:: BRIEF ::
Write out every entry below word for word, leaving nothing out.

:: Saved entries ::
········
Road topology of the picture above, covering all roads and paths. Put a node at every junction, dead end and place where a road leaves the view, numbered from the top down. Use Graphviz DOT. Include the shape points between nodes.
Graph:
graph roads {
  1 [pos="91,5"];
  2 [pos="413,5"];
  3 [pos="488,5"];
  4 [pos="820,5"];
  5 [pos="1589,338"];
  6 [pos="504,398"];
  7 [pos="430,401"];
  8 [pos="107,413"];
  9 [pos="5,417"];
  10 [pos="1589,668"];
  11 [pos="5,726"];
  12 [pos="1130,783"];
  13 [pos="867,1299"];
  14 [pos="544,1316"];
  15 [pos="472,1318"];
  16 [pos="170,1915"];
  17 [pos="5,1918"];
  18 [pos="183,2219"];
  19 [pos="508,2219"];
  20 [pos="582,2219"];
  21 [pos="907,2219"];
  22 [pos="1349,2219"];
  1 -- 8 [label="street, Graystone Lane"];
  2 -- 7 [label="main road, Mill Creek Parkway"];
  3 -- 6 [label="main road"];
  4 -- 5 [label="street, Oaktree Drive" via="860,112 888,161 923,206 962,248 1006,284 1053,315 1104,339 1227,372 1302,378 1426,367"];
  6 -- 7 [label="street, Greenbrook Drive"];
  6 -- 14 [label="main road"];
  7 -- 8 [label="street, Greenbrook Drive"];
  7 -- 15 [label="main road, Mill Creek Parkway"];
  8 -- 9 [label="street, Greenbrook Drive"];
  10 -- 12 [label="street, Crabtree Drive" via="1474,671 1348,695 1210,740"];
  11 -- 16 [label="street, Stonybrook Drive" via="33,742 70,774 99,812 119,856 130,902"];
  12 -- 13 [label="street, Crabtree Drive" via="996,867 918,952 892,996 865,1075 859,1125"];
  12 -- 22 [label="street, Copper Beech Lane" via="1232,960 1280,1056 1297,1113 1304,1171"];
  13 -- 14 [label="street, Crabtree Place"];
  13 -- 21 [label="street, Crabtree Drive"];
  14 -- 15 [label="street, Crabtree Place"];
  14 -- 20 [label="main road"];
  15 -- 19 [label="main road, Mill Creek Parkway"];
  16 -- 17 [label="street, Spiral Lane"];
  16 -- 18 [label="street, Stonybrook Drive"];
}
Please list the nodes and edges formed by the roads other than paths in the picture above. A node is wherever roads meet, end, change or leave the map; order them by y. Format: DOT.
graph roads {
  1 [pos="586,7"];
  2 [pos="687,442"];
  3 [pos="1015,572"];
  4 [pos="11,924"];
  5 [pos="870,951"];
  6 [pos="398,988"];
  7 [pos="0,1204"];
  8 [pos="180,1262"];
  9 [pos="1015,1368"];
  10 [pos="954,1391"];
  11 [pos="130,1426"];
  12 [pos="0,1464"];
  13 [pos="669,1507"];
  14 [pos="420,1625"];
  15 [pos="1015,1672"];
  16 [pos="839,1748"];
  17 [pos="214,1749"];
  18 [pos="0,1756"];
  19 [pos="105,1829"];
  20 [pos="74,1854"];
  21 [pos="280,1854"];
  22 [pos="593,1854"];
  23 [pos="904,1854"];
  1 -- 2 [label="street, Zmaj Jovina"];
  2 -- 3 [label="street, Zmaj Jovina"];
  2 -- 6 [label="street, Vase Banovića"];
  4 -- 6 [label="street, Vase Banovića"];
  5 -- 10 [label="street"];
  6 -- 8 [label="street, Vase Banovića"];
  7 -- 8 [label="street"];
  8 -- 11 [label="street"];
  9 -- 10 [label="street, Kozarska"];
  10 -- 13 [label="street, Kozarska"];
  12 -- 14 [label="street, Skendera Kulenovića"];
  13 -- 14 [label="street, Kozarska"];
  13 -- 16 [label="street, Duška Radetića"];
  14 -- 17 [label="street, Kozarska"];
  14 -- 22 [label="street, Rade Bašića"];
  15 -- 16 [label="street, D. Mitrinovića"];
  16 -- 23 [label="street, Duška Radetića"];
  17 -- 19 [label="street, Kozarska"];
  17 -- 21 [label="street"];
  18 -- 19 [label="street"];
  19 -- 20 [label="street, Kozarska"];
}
········
:: WRITTEN ANSWER ::
Road topology of the picture above, covering all roads and paths. Put a node at every junction, dead end and place where a road leaves the view, numbered from the top down. Use Graphviz DOT. Include the shape points between nodes.
Graph:
graph roads {
  1 [pos="91,5"];
  2 [pos="413,5"];
  3 [pos="488,5"];
  4 [pos="820,5"];
  5 [pos="1589,338"];
  6 [pos="504,398"];
  7 [pos="430,401"];
  8 [pos="107,413"];
  9 [pos="5,417"];
  10 [pos="1589,668"];
  11 [pos="5,726"];
  12 [pos="1130,783"];
  13 [pos="867,1299"];
  14 [pos="544,1316"];
  15 [pos="472,1318"];
  16 [pos="170,1915"];
  17 [pos="5,1918"];
  18 [pos="183,2219"];
  19 [pos="508,2219"];
  20 [pos="582,2219"];
  21 [pos="907,2219"];
  22 [pos="1349,2219"];
  1 -- 8 [label="street, Graystone Lane"];
  2 -- 7 [label="main road, Mill Creek Parkway"];
  3 -- 6 [label="main road"];
  4 -- 5 [label="street, Oaktree Drive" via="860,112 888,161 923,206 962,248 1006,284 1053,315 1104,339 1227,372 1302,378 1426,367"];
  6 -- 7 [label="street, Greenbrook Drive"];
  6 -- 14 [label="main road"];
  7 -- 8 [label="street, Greenbrook Drive"];
  7 -- 15 [label="main road, Mill Creek Parkway"];
  8 -- 9 [label="street, Greenbrook Drive"];
  10 -- 12 [label="street, Crabtree Drive" via="1474,671 1348,695 1210,740"];
  11 -- 16 [label="street, Stonybrook Drive" via="33,742 70,774 99,812 119,856 130,902"];
  12 -- 13 [label="street, Crabtree Drive" via="996,867 918,952 892,996 865,1075 859,1125"];
  12 -- 22 [label="street, Copper Beech Lane" via="1232,960 1280,1056 1297,1113 1304,1171"];
  13 -- 14 [label="street, Crabtree Place"];
  13 -- 21 [label="street, Crabtree Drive"];
  14 -- 15 [label="street, Crabtree Place"];
  14 -- 20 [label="main road"];
  15 -- 19 [label="main road, Mill Creek Parkway"];
  16 -- 17 [label="street, Spiral Lane"];
  16 -- 18 [label="street, Stonybrook Drive"];
}
Please list the nodes and edges formed by the roads other than paths in the picture above. A node is wherever roads meet, end, change or leave the map; order them by y. Format: DOT.
graph roads {
  1 [pos="586,7"];
  2 [pos="687,442"];
  3 [pos="1015,572"];
  4 [pos="11,924"];
  5 [pos="870,951"];
  6 [pos="398,988"];
  7 [pos="0,1204"];
  8 [pos="180,1262"];
  9 [pos="1015,1368"];
  10 [pos="954,1391"];
  11 [pos="130,1426"];
  12 [pos="0,1464"];
  13 [pos="669,1507"];
  14 [pos="420,1625"];
  15 [pos="1015,1672"];
  16 [pos="839,1748"];
  17 [pos="214,1749"];
  18 [pos="0,1756"];
  19 [pos="105,1829"];
  20 [pos="74,1854"];
  21 [pos="280,1854"];
  22 [pos="593,1854"];
  23 [pos="904,1854"];
  1 -- 2 [label="street, Zmaj Jovina"];
  2 -- 3 [label="street, Zmaj Jovina"];
  2 -- 6 [label="street, Vase Banovića"];
  4 -- 6 [label="street, Vase Banovića"];
  5 -- 10 [label="street"];
  6 -- 8 [label="street, Vase Banovića"];
  7 -- 8 [label="street"];
  8 -- 11 [label="street"];
  9 -- 10 [label="street, Kozarska"];
  10 -- 13 [label="street, Kozarska"];
  12 -- 14 [label="street, Skendera Kulenovića"];
  13 -- 14 [label="street, Kozarska"];
  13 -- 16 [label="street, Duška Radetića"];
  14 -- 17 [label="street, Kozarska"];
  14 -- 22 [label="street, Rade Bašića"];
  15 -- 16 [label="street, D. Mitrinovića"];
  16 -- 23 [label="street, Duška Radetića"];
  17 -- 19 [label="street, Kozarska"];
  17 -- 21 [label="street"];
  18 -- 19 [label="street"];
  19 -- 20 [label="street, Kozarska"];
}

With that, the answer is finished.